**Activity**
Show, in full, each line of the data that contains "give".

**Data to use**
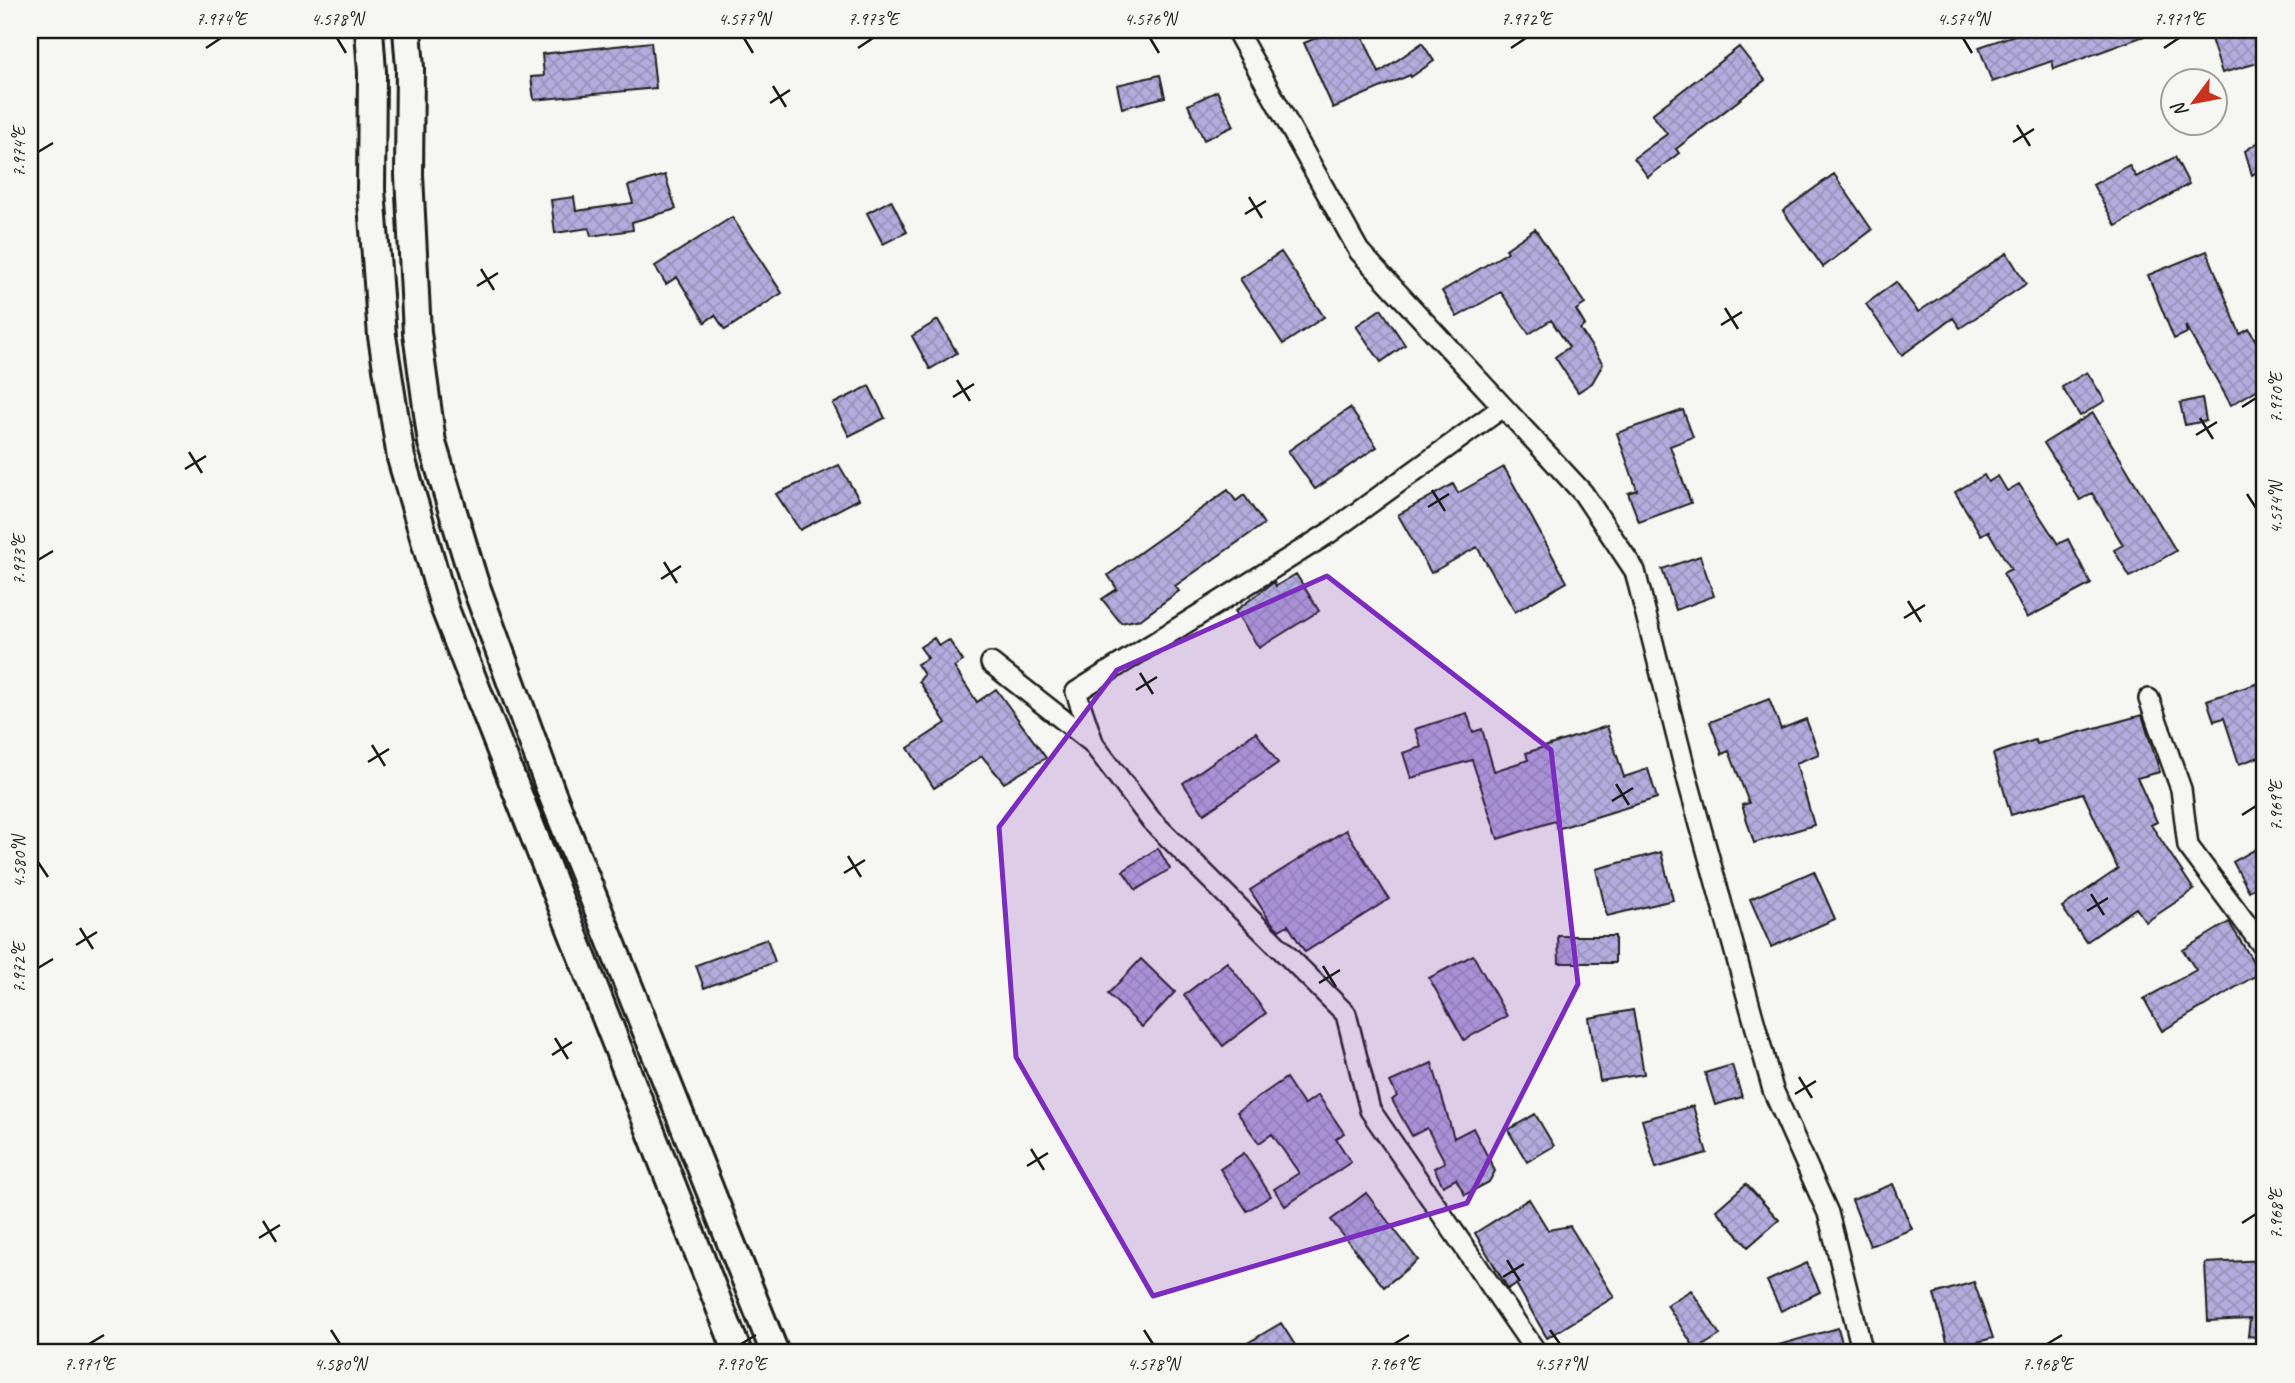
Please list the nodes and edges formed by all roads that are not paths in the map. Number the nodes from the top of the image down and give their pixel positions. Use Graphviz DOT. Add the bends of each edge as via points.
---
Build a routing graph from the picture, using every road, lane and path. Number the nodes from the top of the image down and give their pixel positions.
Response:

**Written solution**
Please list the nodes and edges formed by all roads that are not paths in the map. Number the nodes from the top of the image down and give their pixel positions. Use Graphviz DOT. Add the bends of each edge as via points.
Build a routing graph from the picture, using every road, lane and path. Number the nodes from the top of the image down and give their pixel positions.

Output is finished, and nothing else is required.